Une recherche scientifique éclairante sur l’activité physique
Publiée le 4 mars 2026 dans la revue Neurology, une étude d’envergure a suivi 238 personnes de plus de 40 ans atteintes de sclérose en plaques pendant trois années consécutives.
Les chercheurs ont utilisé des accéléromètres portés au poignet et l’Échelle Élargie du Statut d’Invalidité (EDSS) pour mesurer l’évolution du handicap. Les résultats démontrent une diminution de l’activation totale d’environ 2% par an.
Une corrélation troublante avec les horaires matinaux
L’analyse a mis en évidence que la progression du handicap était directement corrélée aux baisses d’activité matinale, particulièrement entre 8h et 14h. Cette plage horaire apparaît comme un moment clé pour identifier les changements physiologiques.
Les modifications cérébrales observées chez les patients
Les chercheurs ont établi un lien entre la baisse d’activité et des altérations cérébrales significatives. Les patients présentaient une perte de volume cérébral global, affectant notamment la matière grise profonde et le volume thalamique.
Chez les futurs patients, environ 29% manifestaient des symptômes de fatigue bien avant le diagnostic officiel. Ces signaux, souvent isolés, restent malheureusement difficiles à détecter sans surveillance appropriée.
L’urgence d’un diagnostic précoce pour limiter les séquelles
Une identification rapide de la maladie s’avère essentielle pour réduire l’invalidité de longue durée. Les dispositifs portés au poignet offrent désormais une possibilité concrète d’identifier les changements précoces liés à la pathologie.
Cette approche innovante permet un suivi objectif et continu, bien au-delà des consultations médicales traditionnelles.
Quand faut-il absolument consulter un médecin ?
Certains symptômes doivent impérativement conduire à une consultation médicale. Une fatigue persistante qui ne disparaît pas après le repos constitue un premier signal d’alarme majeur.
Une diminution notable de l’activité physique, associée ou non à des troubles neurologiques supplémentaires comme des troubles visuels ou des fourmillements, nécessite un avis médical rapide.

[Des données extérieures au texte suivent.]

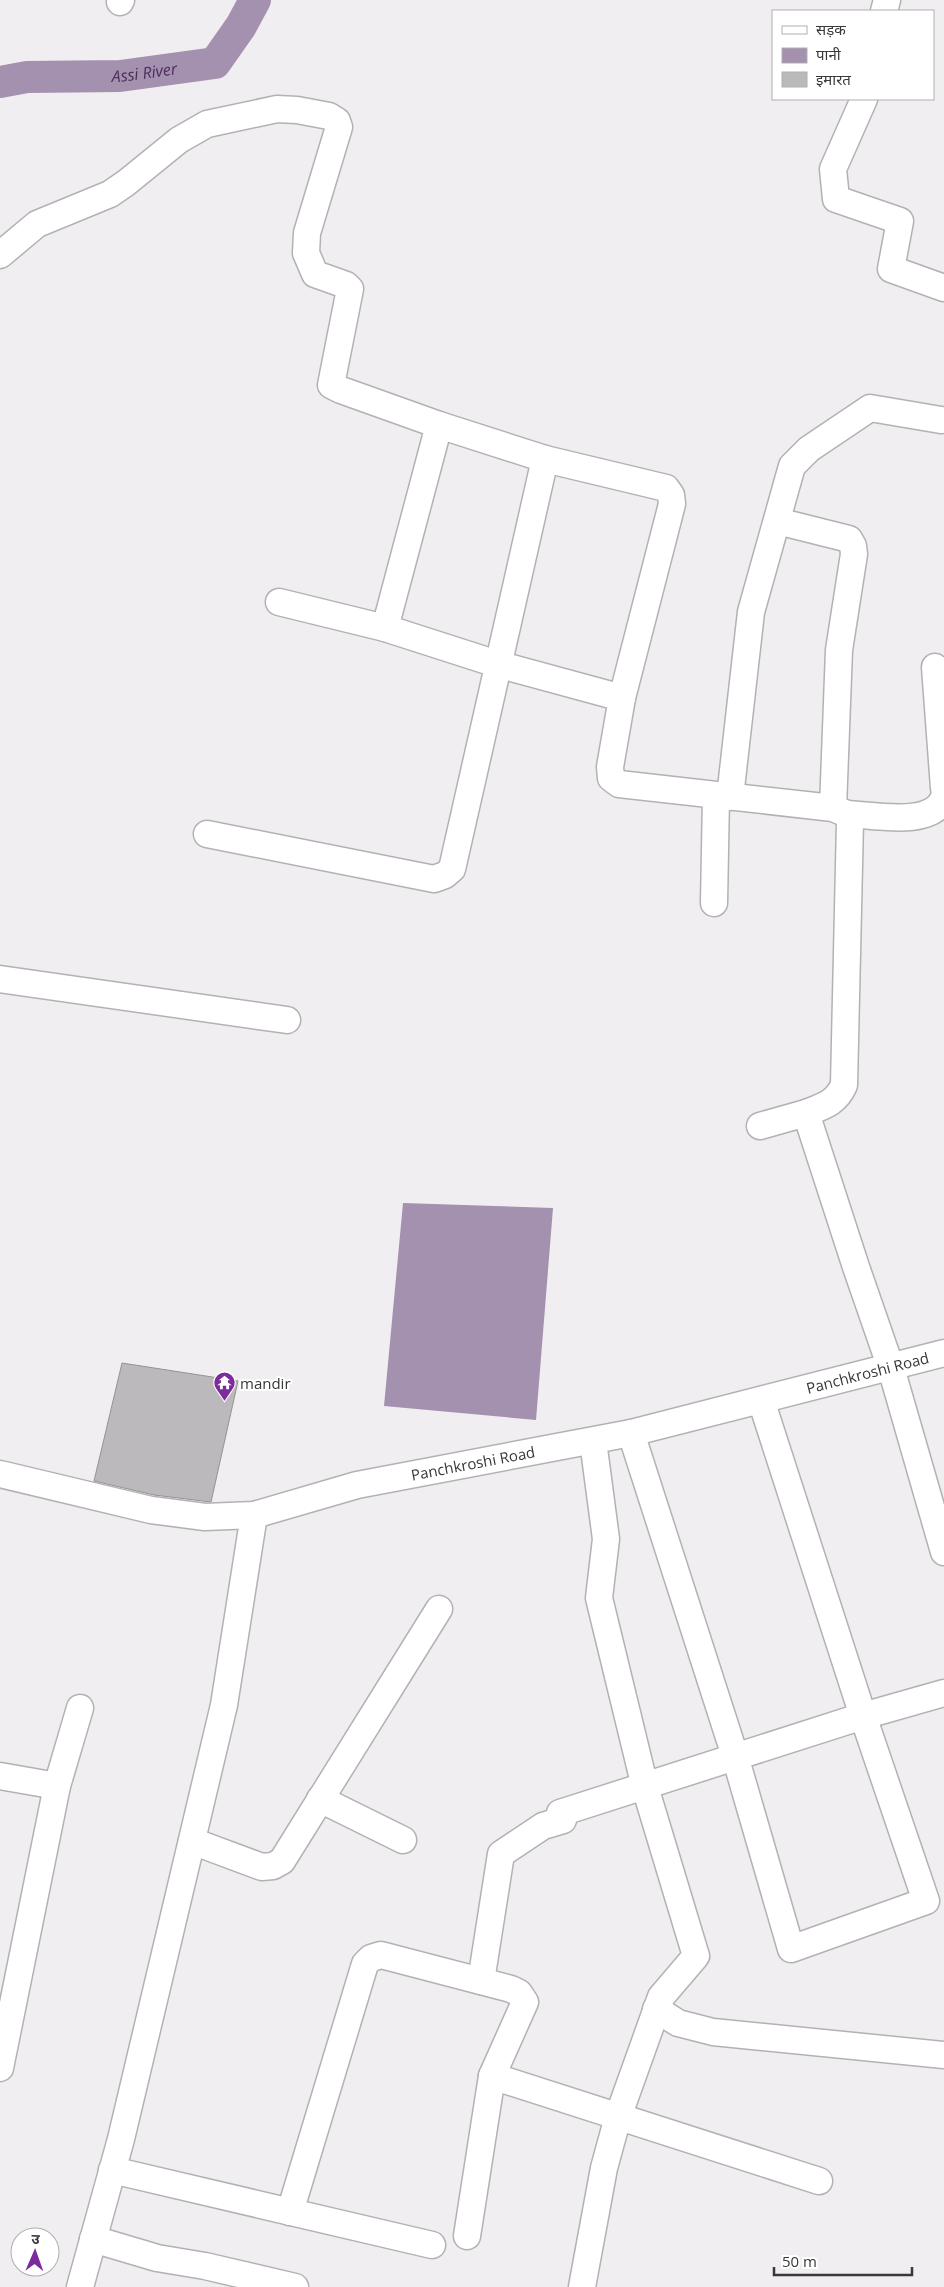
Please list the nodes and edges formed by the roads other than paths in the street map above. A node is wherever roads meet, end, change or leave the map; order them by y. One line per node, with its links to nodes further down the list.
1 (864, 100): 3 (street)
2 (0, 255): 5 (street)
3 (944, 288)
4 (940, 420): 7 (street)
5 (439, 425): 6 (street); 9 (street)
6 (545, 459): 10 (street); 12 (street)
7 (777, 521): 14 (street); 16 (street)
8 (279, 602): 9 (street)
9 (385, 628): 10 (street)
10 (497, 664): 12 (street); 17 (street)
11 (935, 667): 13 (street)
12 (622, 698): 14 (street)
13 (944, 788)
14 (723, 797): 16 (street); 18 (street)
15 (944, 797): 16 (street)
16 (840, 811): 21 (street)
17 (206, 834)
18 (714, 903)
19 (0, 979): 20 (street)
20 (287, 1020)
21 (806, 1113): 22 (street); 24 (street)
22 (760, 1126)
23 (944, 1353): 24 (street, Panchkroshi Road)
24 (891, 1368): 25 (street, Panchkroshi Road); 30 (street)
25 (761, 1400): 26 (street, Panchkroshi Road); 34 (street)
26 (631, 1432): 27 (street, Panchkroshi Road); 35 (street)
27 (593, 1441): 29 (street, Panchkroshi Road); 38 (street)
28 (0, 1474): 29 (street, Panchkroshi Road)
29 (254, 1515): 41 (street)
30 (944, 1552)
31 (439, 1609): 39 (street)
32 (944, 1693): 34 (street)
33 (80, 1708): 37 (street)
34 (862, 1716): 35 (street); 35 (street)
35 (735, 1756): 38 (street)
36 (0, 1776): 37 (street)
37 (57, 1786): 42 (street)
38 (645, 1787): 43 (street); 44 (street)
39 (320, 1799): 40 (street); 41 (street)
40 (403, 1840)
41 (192, 1841): 49 (street)
42 (11, 1963): 46 (street)
43 (481, 1981): 47 (street); 51 (street)
44 (656, 2009): 45 (street); 48 (street)
45 (944, 2056)
46 (0, 2068)
47 (492, 2076): 48 (street); 52 (street)
48 (618, 2117): 50 (street); 57 (street)
49 (112, 2170): 51 (street); 53 (street)
50 (819, 2181)
51 (290, 2212): 54 (street)
52 (467, 2236)
53 (93, 2239): 55 (street); 56 (street)
54 (432, 2245)
55 (80, 2287)
56 (295, 2287)
57 (582, 2287)

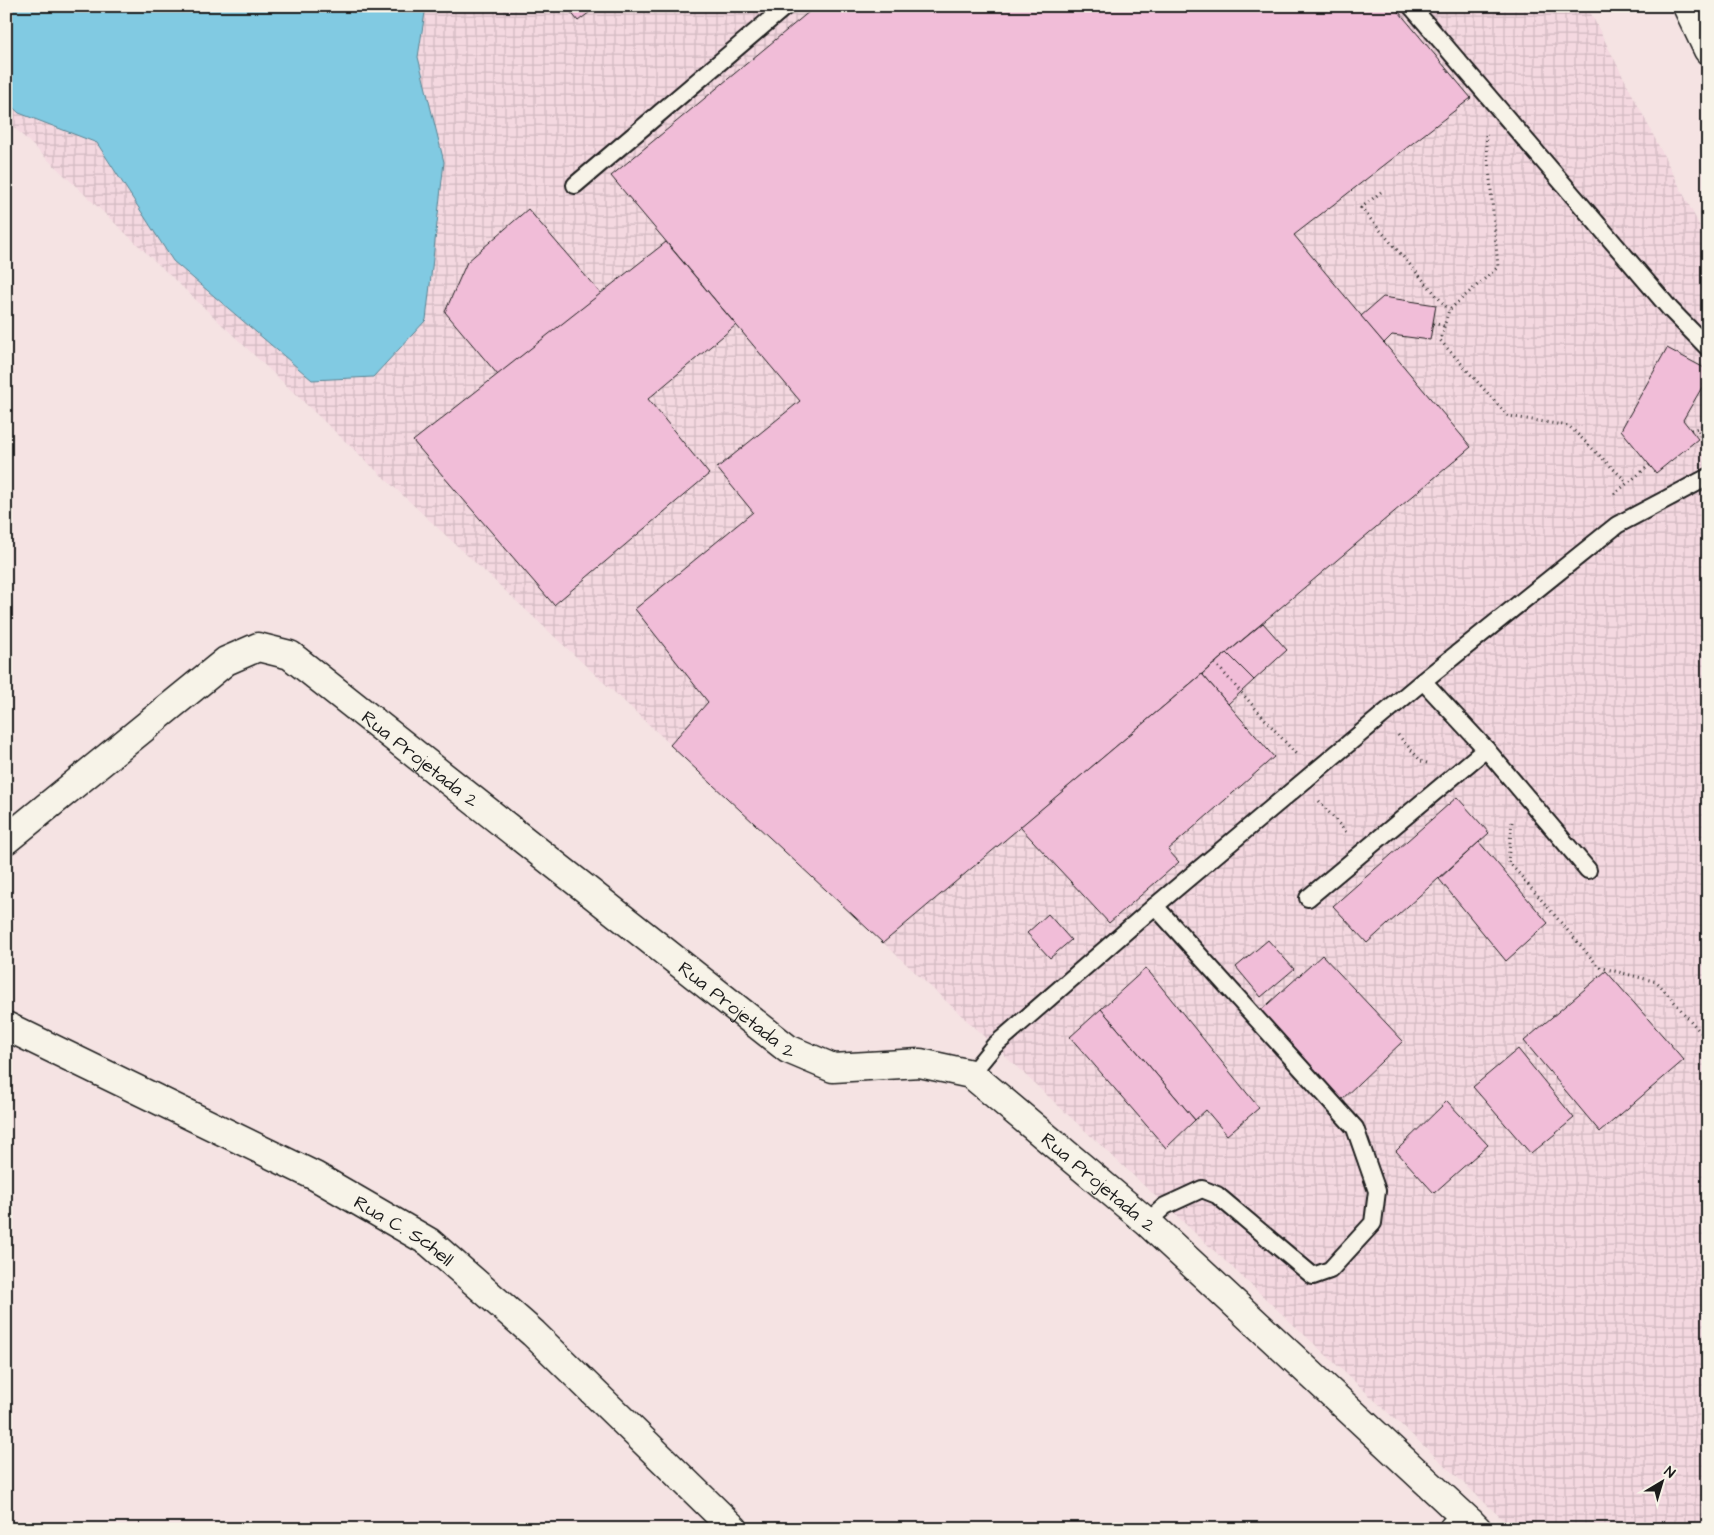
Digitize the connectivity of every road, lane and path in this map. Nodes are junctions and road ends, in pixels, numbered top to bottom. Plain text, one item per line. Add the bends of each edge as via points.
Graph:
1 (786, 6) edge
2 (1411, 6) edge
3 (1687, 6) edge
4 (1708, 50) edge
5 (1481, 88) junction
6 (575, 185) dead end
7 (1381, 192) dead end
8 (1449, 310) junction
9 (1432, 323) dead end
10 (1444, 326) junction
11 (1708, 348) edge
12 (1691, 430) dead end
13 (1708, 460) edge
14 (1650, 465) dead end
15 (1708, 477) edge
16 (1628, 483) junction
17 (1613, 495) dead end
18 (1215, 663) dead end
19 (1423, 681) junction
20 (1397, 735) dead end
21 (1304, 748) dead end
22 (1486, 749) junction
23 (1296, 755) junction
24 (1457, 773) junction
25 (1308, 778) junction
26 (1505, 814) dead end
27 (6, 840) edge
28 (1363, 851) junction
29 (1588, 870) dead end
30 (1308, 898) dead end
31 (1155, 906) junction
32 (6, 1026) edge
33 (1708, 1041) edge
34 (971, 1074) junction
35 (1148, 1222) junction
36 (1467, 1526) edge
37 (734, 1529) edge

1 - 6 lane
2 - 5 lane
3 - 4 street
5 - 8 path via 1498,267
5 - 11 lane via 1670,309
7 - 8 path via 1361,208
8 - 10 path
9 - 10 path
10 - 16 path via 1440,340 1508,416 1570,426
12 - 13 path via 1698,428
14 - 16 path
15 - 19 lane via 1617,526
16 - 17 path
18 - 23 path
19 - 22 lane
19 - 25 lane
20 - 24 path via 1421,761
21 - 23 path
22 - 24 lane
22 - 29 lane
23 - 25 path
24 - 28 lane
25 - 28 path via 1321,804
25 - 31 lane
26 - 33 path via 1512,822 1508,861 1599,967 1657,982
27 - 34 street, Rua Projetada 2 via 226,661 258,647 290,655 788,1049 833,1068 920,1063
28 - 30 lane
31 - 34 lane via 994,1046
31 - 35 lane via 1355,1128 1377,1191 1373,1223 1330,1270 1313,1276 1217,1195 1202,1190 1166,1206
32 - 37 street, Rua C. Schell via 315,1176 428,1242 533,1333
34 - 35 street, Rua Projetada 2
35 - 36 street, Rua Projetada 2

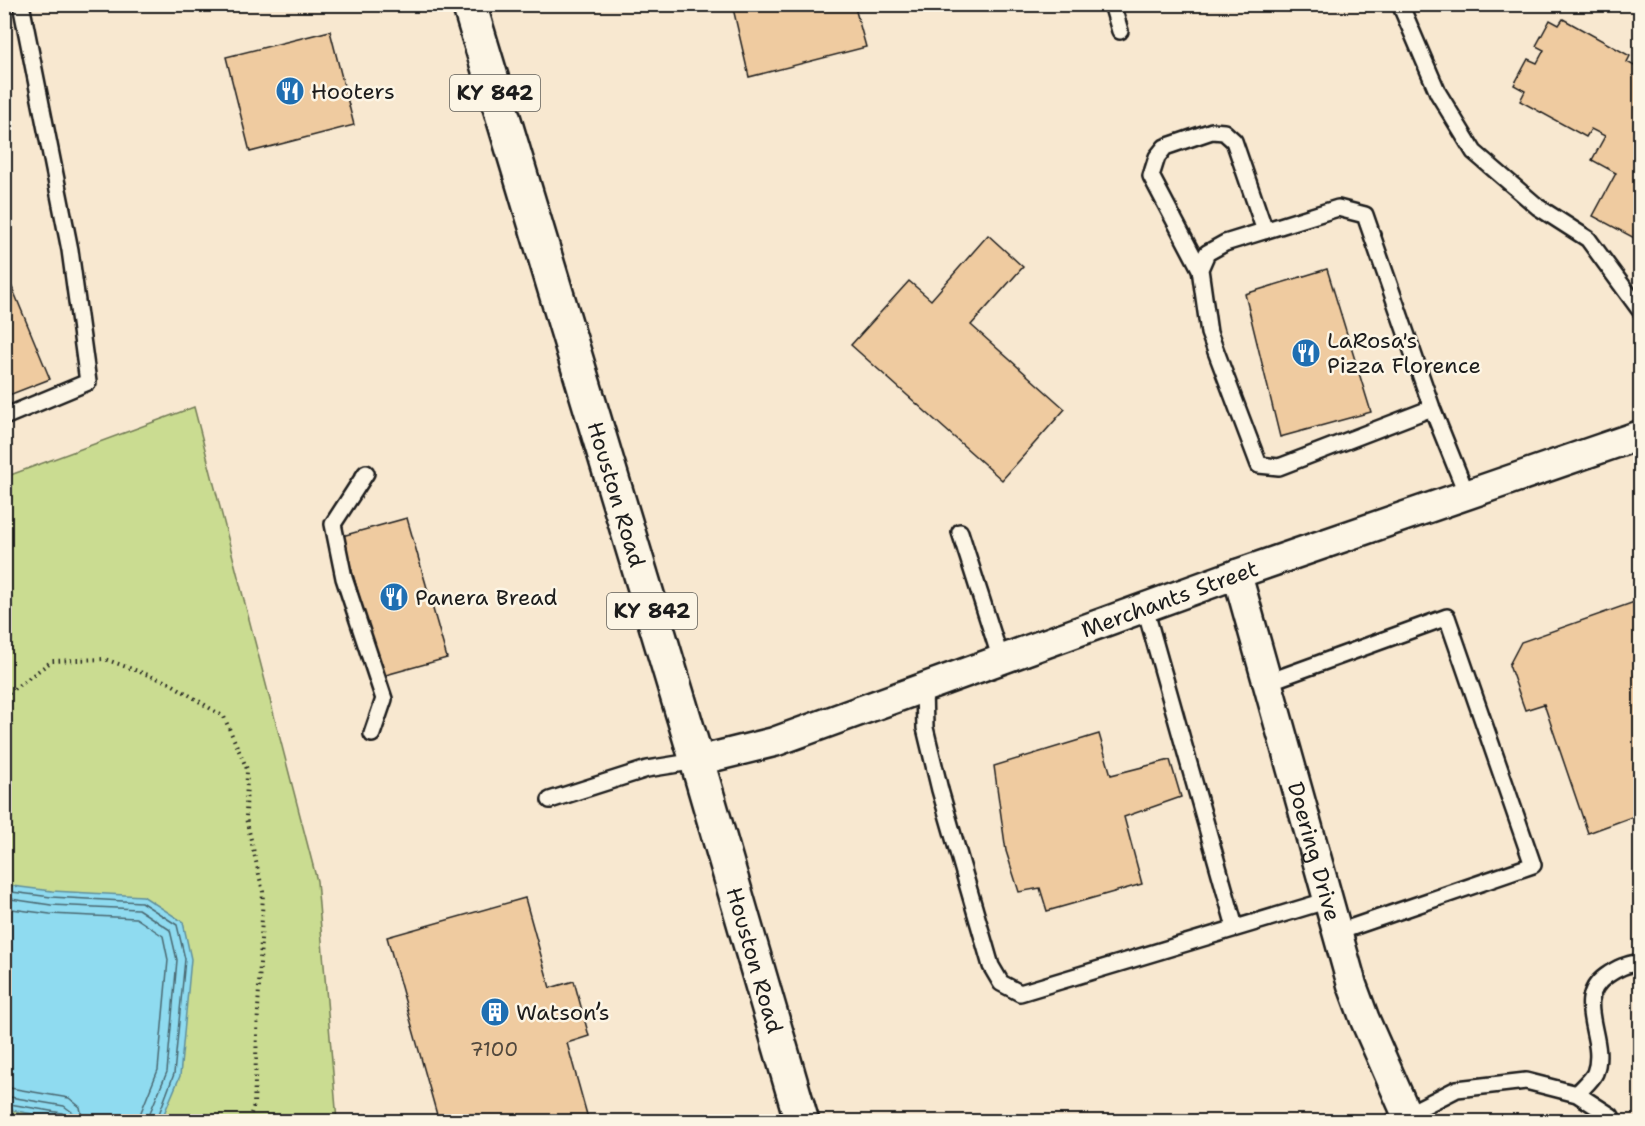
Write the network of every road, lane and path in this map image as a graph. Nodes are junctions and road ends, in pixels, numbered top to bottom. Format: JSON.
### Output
{"nodes":[{"id":1,"x":21,"y":4,"type":"edge"},
{"id":2,"x":469,"y":4,"type":"edge"},
{"id":3,"x":1112,"y":4,"type":"edge"},
{"id":4,"x":1400,"y":4,"type":"edge"},
{"id":5,"x":1120,"y":31,"type":"dead end"},
{"id":6,"x":1265,"y":231,"type":"junction"},
{"id":7,"x":1200,"y":269,"type":"junction"},
{"id":8,"x":1641,"y":310,"type":"edge"},
{"id":9,"x":1432,"y":408,"type":"junction"},
{"id":10,"x":4,"y":417,"type":"edge"},
{"id":11,"x":1641,"y":435,"type":"edge"},
{"id":12,"x":366,"y":473,"type":"dead end"},
{"id":13,"x":1467,"y":495,"type":"junction"},
{"id":14,"x":960,"y":532,"type":"dead end"},
{"id":15,"x":1238,"y":574,"type":"junction"},
{"id":16,"x":1145,"y":608,"type":"junction"},
{"id":17,"x":1000,"y":660,"type":"junction"},
{"id":18,"x":1268,"y":682,"type":"junction"},
{"id":19,"x":924,"y":688,"type":"junction"},
{"id":20,"x":4,"y":696,"type":"edge"},
{"id":21,"x":372,"y":734,"type":"dead end"},
{"id":22,"x":697,"y":761,"type":"junction"},
{"id":23,"x":550,"y":800,"type":"dead end"},
{"id":24,"x":1329,"y":900,"type":"junction"},
{"id":25,"x":1235,"y":927,"type":"junction"},
{"id":26,"x":1338,"y":932,"type":"junction"},
{"id":27,"x":1641,"y":962,"type":"edge"},
{"id":28,"x":1577,"y":1094,"type":"junction"},
{"id":29,"x":1403,"y":1119,"type":"edge"},
{"id":30,"x":248,"y":1122,"type":"edge"},
{"id":31,"x":802,"y":1122,"type":"edge"},
{"id":32,"x":1614,"y":1122,"type":"edge"}],
"edges":[{"from":1,"to":10,"type":"lane"},
{"from":2,"to":22,"type":"main road","name":"Houston Road","number":"KY 842"},
{"from":3,"to":5,"type":"lane"},
{"from":4,"to":8,"type":"lane"},
{"from":6,"to":7,"type":"lane"},
{"from":6,"to":7,"type":"lane"},
{"from":6,"to":9,"type":"lane"},
{"from":7,"to":9,"type":"lane"},
{"from":9,"to":13,"type":"lane"},
{"from":11,"to":13,"type":"street","name":"Merchants Street"},
{"from":12,"to":21,"type":"lane"},
{"from":13,"to":15,"type":"street","name":"Merchants Street"},
{"from":14,"to":17,"type":"lane"},
{"from":15,"to":16,"type":"street","name":"Merchants Street"},
{"from":15,"to":18,"type":"street","name":"Doering Drive"},
{"from":16,"to":17,"type":"street","name":"Merchants Street"},
{"from":16,"to":25,"type":"lane"},
{"from":17,"to":19,"type":"street","name":"Merchants Street"},
{"from":18,"to":24,"type":"street","name":"Doering Drive"},
{"from":18,"to":26,"type":"lane"},
{"from":19,"to":22,"type":"street","name":"Merchants Street"},
{"from":19,"to":25,"type":"lane"},
{"from":20,"to":30,"type":"path"},
{"from":22,"to":23,"type":"lane"},
{"from":22,"to":31,"type":"main road","name":"Houston Road","number":"KY 842"},
{"from":24,"to":25,"type":"lane"},
{"from":24,"to":26,"type":"street","name":"Doering Drive"},
{"from":26,"to":29,"type":"street","name":"Doering Drive"},
{"from":27,"to":28,"type":"lane"},
{"from":28,"to":29,"type":"lane"},
{"from":28,"to":32,"type":"lane"}]}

Le piège du cercle vicieux à éviter
Pour les patients diagnostiqués, l’utilisation de dispositifs de surveillance de l’activité est vivement recommandée. L’objectif est d’éviter le cycle néfaste de « fatigue, inactivité, déconditionnement » qui aggrave la situation.
Une activité physique adaptée demeure un pilier fondamental de la prise en charge, même en présence de fatigue chronique.
Un enjeu de santé publique majeur
La sclérose en plaques affecte actuellement 120 000 personnes en France, avec environ 3000 nouveaux cas diagnostiqués chaque année. Cette maladie auto-immune attaque le système nerveux central.
Le diagnostic intervient généralement vers l’âge de 30 ans. La pathologie provoque des troubles moteurs, sensitifs et cognitifs, avec un risque de handicap irréversible à long terme qui justifie pleinement l’importance d’une détection précoce.